§ **Work instruction**: Provide an exact copy of the data, excluding the images.
Data under study section start
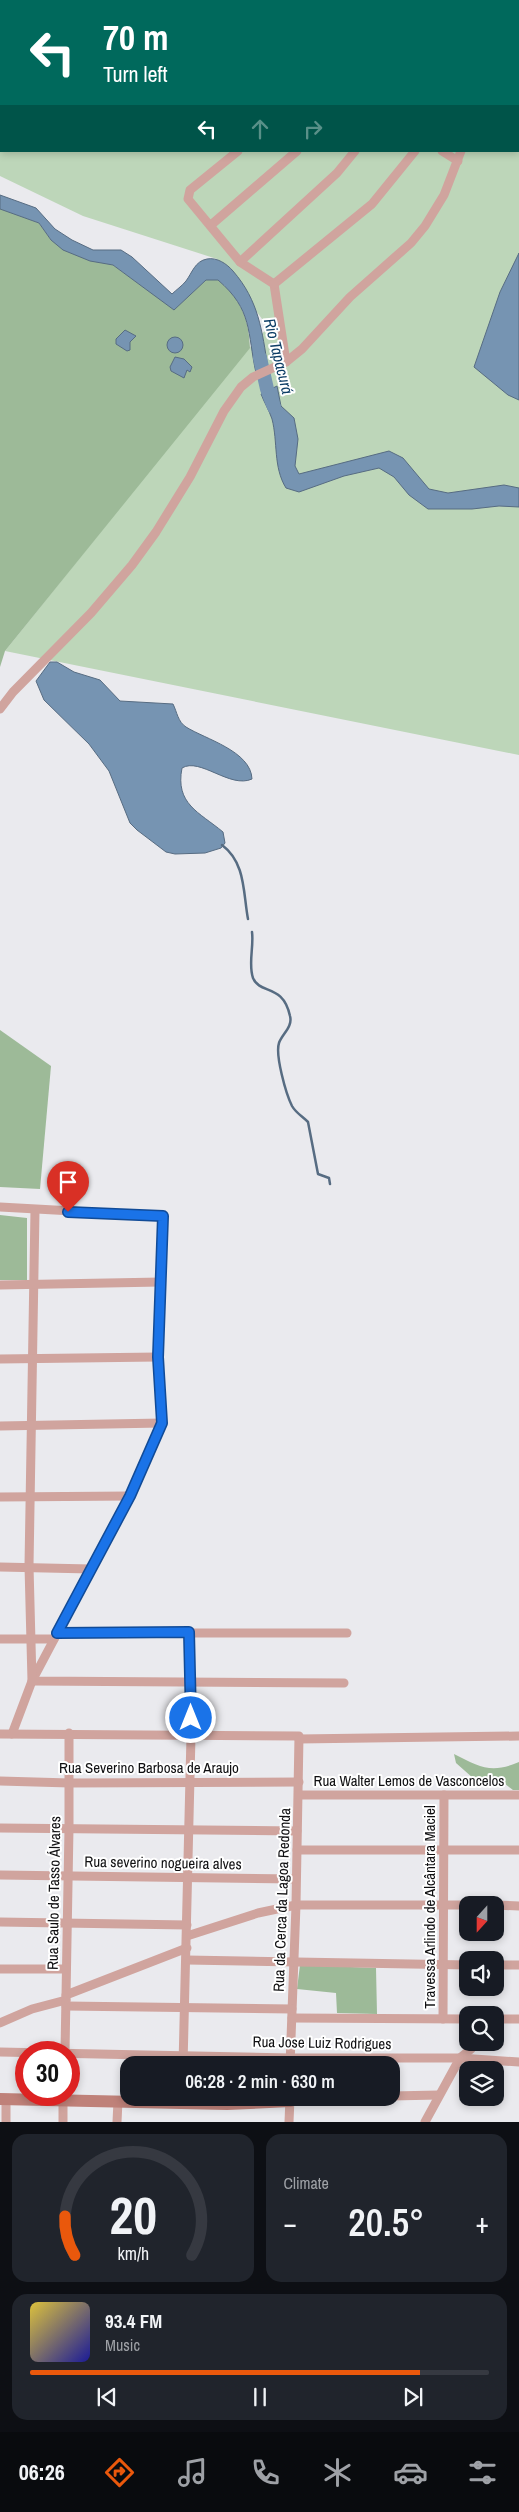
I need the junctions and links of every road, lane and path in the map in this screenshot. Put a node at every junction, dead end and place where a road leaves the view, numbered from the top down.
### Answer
1 (237, 152) edge
2 (297, 152) edge
3 (354, 152) edge
4 (414, 152) edge
5 (444, 152) edge
6 (462, 152) edge
7 (458, 161) junction
8 (211, 225) junction
9 (240, 262) junction
10 (274, 284) junction
11 (286, 362) junction
12 (0, 709) edge
13 (0, 1207) edge
14 (35, 1210) junction
15 (160, 1282) junction
16 (0, 1285) edge
17 (33, 1285) junction
18 (158, 1357) junction
19 (0, 1359) edge
20 (33, 1359) junction
21 (162, 1423) junction
22 (0, 1426) edge
23 (32, 1426) junction
24 (130, 1496) junction
25 (0, 1497) edge
26 (30, 1497) junction
27 (0, 1566) edge
28 (29, 1566) junction
29 (91, 1569) junction
30 (189, 1632) junction
31 (347, 1633) dead end
32 (56, 1636) junction
33 (0, 1639) edge
34 (31, 1639) junction
35 (191, 1680) junction
36 (32, 1681) junction
37 (344, 1684) dead end
38 (69, 1733) junction
39 (0, 1734) edge
40 (12, 1734) junction
41 (191, 1736) junction
42 (519, 1736) edge
43 (299, 1737) junction
44 (0, 1781) edge
45 (190, 1781) junction
46 (299, 1782) junction
47 (70, 1783) junction
48 (299, 1794) junction
49 (519, 1794) edge
50 (444, 1795) junction
51 (0, 1828) edge
52 (69, 1828) junction
53 (189, 1830) junction
54 (298, 1831) junction
55 (297, 1850) junction
56 (444, 1850) junction
57 (519, 1850) edge
58 (0, 1875) edge
59 (68, 1875) junction
60 (186, 1878) junction
61 (295, 1879) junction
62 (444, 1904) junction
63 (459, 1904) edge
64 (296, 1905) junction
65 (504, 1905) edge
66 (519, 1906) edge
67 (0, 1922) edge
68 (67, 1922) junction
69 (186, 1925) junction
70 (187, 1936) junction
71 (187, 1948) junction
72 (187, 1960) junction
73 (294, 1961) junction
74 (444, 1965) junction
75 (459, 1965) edge
76 (504, 1965) edge
77 (519, 1965) edge
78 (0, 1968) edge
79 (66, 1969) junction
80 (66, 2000) junction
81 (185, 2009) junction
82 (292, 2013) junction
83 (443, 2019) junction
84 (459, 2019) edge
85 (504, 2019) edge
86 (519, 2019) edge
87 (0, 2023) edge
88 (65, 2041) edge
89 (469, 2051) edge
90 (0, 2052) edge
91 (15, 2052) edge
92 (80, 2052) edge
93 (183, 2054) junction
94 (214, 2056) edge
95 (290, 2056) edge
96 (460, 2058) junction
97 (400, 2059) edge
98 (519, 2062) edge
99 (439, 2095) junction
100 (400, 2096) edge
101 (3, 2098) edge
102 (80, 2098) edge
103 (118, 2101) joint
104 (63, 2106) edge
105 (290, 2106) edge
106 (6, 2122) edge
107 (63, 2122) edge
108 (117, 2122) edge
109 (289, 2122) edge
110 (425, 2122) edge

1 - 8 street
2 - 8 street
3 - 9 street
4 - 10 street
5 - 7 street
6 - 7 street
7 - 11 street
8 - 9 street
9 - 10 street
10 - 11 street
11 - 12 street
13 - 14 street
14 - 15 street
14 - 17 street
15 - 17 street
15 - 18 street
16 - 17 street
17 - 20 street
18 - 20 street
18 - 21 street
19 - 20 street
20 - 23 street
21 - 23 street
21 - 24 street
22 - 23 street
23 - 26 street
24 - 26 street
24 - 29 street
25 - 26 street
26 - 28 street
27 - 28 street
28 - 29 street
28 - 34 street
29 - 32 street
30 - 31 street
30 - 32 street
30 - 35 street
32 - 34 street
32 - 36 street
33 - 34 street
34 - 36 street
35 - 36 street
35 - 37 street
35 - 41 street
36 - 40 street
38 - 40 street
38 - 41 street
38 - 47 street, Rua Saulo de Tasso Álvares
39 - 40 street
41 - 43 street
41 - 45 street
42 - 43 street
43 - 46 street, Rua da Cerca da Lagoa Redonda
44 - 47 street, Rua Severino Barbosa de Araujo
45 - 46 street, Rua Severino Barbosa de Araujo
45 - 47 street, Rua Severino Barbosa de Araujo
45 - 53 street
46 - 48 street, Rua da Cerca da Lagoa Redonda
47 - 52 street, Rua Saulo de Tasso Álvares
48 - 50 street, Rua Walter Lemos de Vasconcelos
48 - 54 street, Rua da Cerca da Lagoa Redonda
49 - 50 street, Rua Walter Lemos de Vasconcelos
50 - 56 street, Travessa Arlindo de Alcântara Maciel
51 - 52 street
52 - 53 street
52 - 59 street, Rua Saulo de Tasso Álvares
53 - 54 street
53 - 60 street
54 - 55 street, Rua da Cerca da Lagoa Redonda
55 - 56 street
55 - 61 street, Rua da Cerca da Lagoa Redonda
56 - 57 street
56 - 62 street, Travessa Arlindo de Alcântara Maciel
58 - 59 street, Rua severino nogueira alves
59 - 60 street, Rua severino nogueira alves
59 - 68 street, Rua Saulo de Tasso Álvares
60 - 61 street, Rua severino nogueira alves
60 - 69 street
61 - 64 street, Rua da Cerca da Lagoa Redonda
62 - 63 street
62 - 64 street
62 - 74 street, Travessa Arlindo de Alcântara Maciel
64 - 70 street
64 - 73 street, Rua da Cerca da Lagoa Redonda
65 - 66 street
67 - 68 street
68 - 69 street
68 - 79 street, Rua Saulo de Tasso Álvares
69 - 70 street
70 - 71 street
71 - 72 street
71 - 80 street
72 - 73 street
72 - 81 street
73 - 74 street
73 - 82 street, Rua da Cerca da Lagoa Redonda
74 - 75 street
74 - 83 street, Travessa Arlindo de Alcântara Maciel
76 - 77 street
78 - 79 street
79 - 80 street, Rua Saulo de Tasso Álvares
80 - 81 street
80 - 87 street
80 - 88 street, Rua Saulo de Tasso Álvares
81 - 82 street
81 - 93 street
82 - 83 street
82 - 95 street, Rua da Cerca da Lagoa Redonda
83 - 84 street
85 - 86 street
89 - 96 street
90 - 91 street, Rua Jose Luiz Rodrigues
92 - 93 street, Rua Jose Luiz Rodrigues
93 - 94 street, Rua Jose Luiz Rodrigues
96 - 97 street, Rua Jose Luiz Rodrigues
96 - 98 street, Rua Jose Luiz Rodrigues
96 - 99 street
99 - 100 street
99 - 110 street
101 - 106 street
102 - 103 street
103 - 108 street
104 - 107 street
105 - 109 street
Data under study section end
§ **Answer to the problem**:
I need the junctions and links of every road, lane and path in the map in this screenshot. Put a node at every junction, dead end and place where a road leaves the view, numbered from the top down.
### Answer
1 (237, 152) edge
2 (297, 152) edge
3 (354, 152) edge
4 (414, 152) edge
5 (444, 152) edge
6 (462, 152) edge
7 (458, 161) junction
8 (211, 225) junction
9 (240, 262) junction
10 (274, 284) junction
11 (286, 362) junction
12 (0, 709) edge
13 (0, 1207) edge
14 (35, 1210) junction
15 (160, 1282) junction
16 (0, 1285) edge
17 (33, 1285) junction
18 (158, 1357) junction
19 (0, 1359) edge
20 (33, 1359) junction
21 (162, 1423) junction
22 (0, 1426) edge
23 (32, 1426) junction
24 (130, 1496) junction
25 (0, 1497) edge
26 (30, 1497) junction
27 (0, 1566) edge
28 (29, 1566) junction
29 (91, 1569) junction
30 (189, 1632) junction
31 (347, 1633) dead end
32 (56, 1636) junction
33 (0, 1639) edge
34 (31, 1639) junction
35 (191, 1680) junction
36 (32, 1681) junction
37 (344, 1684) dead end
38 (69, 1733) junction
39 (0, 1734) edge
40 (12, 1734) junction
41 (191, 1736) junction
42 (519, 1736) edge
43 (299, 1737) junction
44 (0, 1781) edge
45 (190, 1781) junction
46 (299, 1782) junction
47 (70, 1783) junction
48 (299, 1794) junction
49 (519, 1794) edge
50 (444, 1795) junction
51 (0, 1828) edge
52 (69, 1828) junction
53 (189, 1830) junction
54 (298, 1831) junction
55 (297, 1850) junction
56 (444, 1850) junction
57 (519, 1850) edge
58 (0, 1875) edge
59 (68, 1875) junction
60 (186, 1878) junction
61 (295, 1879) junction
62 (444, 1904) junction
63 (459, 1904) edge
64 (296, 1905) junction
65 (504, 1905) edge
66 (519, 1906) edge
67 (0, 1922) edge
68 (67, 1922) junction
69 (186, 1925) junction
70 (187, 1936) junction
71 (187, 1948) junction
72 (187, 1960) junction
73 (294, 1961) junction
74 (444, 1965) junction
75 (459, 1965) edge
76 (504, 1965) edge
77 (519, 1965) edge
78 (0, 1968) edge
79 (66, 1969) junction
80 (66, 2000) junction
81 (185, 2009) junction
82 (292, 2013) junction
83 (443, 2019) junction
84 (459, 2019) edge
85 (504, 2019) edge
86 (519, 2019) edge
87 (0, 2023) edge
88 (65, 2041) edge
89 (469, 2051) edge
90 (0, 2052) edge
91 (15, 2052) edge
92 (80, 2052) edge
93 (183, 2054) junction
94 (214, 2056) edge
95 (290, 2056) edge
96 (460, 2058) junction
97 (400, 2059) edge
98 (519, 2062) edge
99 (439, 2095) junction
100 (400, 2096) edge
101 (3, 2098) edge
102 (80, 2098) edge
103 (118, 2101) joint
104 (63, 2106) edge
105 (290, 2106) edge
106 (6, 2122) edge
107 (63, 2122) edge
108 (117, 2122) edge
109 (289, 2122) edge
110 (425, 2122) edge

1 - 8 street
2 - 8 street
3 - 9 street
4 - 10 street
5 - 7 street
6 - 7 street
7 - 11 street
8 - 9 street
9 - 10 street
10 - 11 street
11 - 12 street
13 - 14 street
14 - 15 street
14 - 17 street
15 - 17 street
15 - 18 street
16 - 17 street
17 - 20 street
18 - 20 street
18 - 21 street
19 - 20 street
20 - 23 street
21 - 23 street
21 - 24 street
22 - 23 street
23 - 26 street
24 - 26 street
24 - 29 street
25 - 26 street
26 - 28 street
27 - 28 street
28 - 29 street
28 - 34 street
29 - 32 street
30 - 31 street
30 - 32 street
30 - 35 street
32 - 34 street
32 - 36 street
33 - 34 street
34 - 36 street
35 - 36 street
35 - 37 street
35 - 41 street
36 - 40 street
38 - 40 street
38 - 41 street
38 - 47 street, Rua Saulo de Tasso Álvares
39 - 40 street
41 - 43 street
41 - 45 street
42 - 43 street
43 - 46 street, Rua da Cerca da Lagoa Redonda
44 - 47 street, Rua Severino Barbosa de Araujo
45 - 46 street, Rua Severino Barbosa de Araujo
45 - 47 street, Rua Severino Barbosa de Araujo
45 - 53 street
46 - 48 street, Rua da Cerca da Lagoa Redonda
47 - 52 street, Rua Saulo de Tasso Álvares
48 - 50 street, Rua Walter Lemos de Vasconcelos
48 - 54 street, Rua da Cerca da Lagoa Redonda
49 - 50 street, Rua Walter Lemos de Vasconcelos
50 - 56 street, Travessa Arlindo de Alcântara Maciel
51 - 52 street
52 - 53 street
52 - 59 street, Rua Saulo de Tasso Álvares
53 - 54 street
53 - 60 street
54 - 55 street, Rua da Cerca da Lagoa Redonda
55 - 56 street
55 - 61 street, Rua da Cerca da Lagoa Redonda
56 - 57 street
56 - 62 street, Travessa Arlindo de Alcântara Maciel
58 - 59 street, Rua severino nogueira alves
59 - 60 street, Rua severino nogueira alves
59 - 68 street, Rua Saulo de Tasso Álvares
60 - 61 street, Rua severino nogueira alves
60 - 69 street
61 - 64 street, Rua da Cerca da Lagoa Redonda
62 - 63 street
62 - 64 street
62 - 74 street, Travessa Arlindo de Alcântara Maciel
64 - 70 street
64 - 73 street, Rua da Cerca da Lagoa Redonda
65 - 66 street
67 - 68 street
68 - 69 street
68 - 79 street, Rua Saulo de Tasso Álvares
69 - 70 street
70 - 71 street
71 - 72 street
71 - 80 street
72 - 73 street
72 - 81 street
73 - 74 street
73 - 82 street, Rua da Cerca da Lagoa Redonda
74 - 75 street
74 - 83 street, Travessa Arlindo de Alcântara Maciel
76 - 77 street
78 - 79 street
79 - 80 street, Rua Saulo de Tasso Álvares
80 - 81 street
80 - 87 street
80 - 88 street, Rua Saulo de Tasso Álvares
81 - 82 street
81 - 93 street
82 - 83 street
82 - 95 street, Rua da Cerca da Lagoa Redonda
83 - 84 street
85 - 86 street
89 - 96 street
90 - 91 street, Rua Jose Luiz Rodrigues
92 - 93 street, Rua Jose Luiz Rodrigues
93 - 94 street, Rua Jose Luiz Rodrigues
96 - 97 street, Rua Jose Luiz Rodrigues
96 - 98 street, Rua Jose Luiz Rodrigues
96 - 99 street
99 - 100 street
99 - 110 street
101 - 106 street
102 - 103 street
103 - 108 street
104 - 107 street
105 - 109 street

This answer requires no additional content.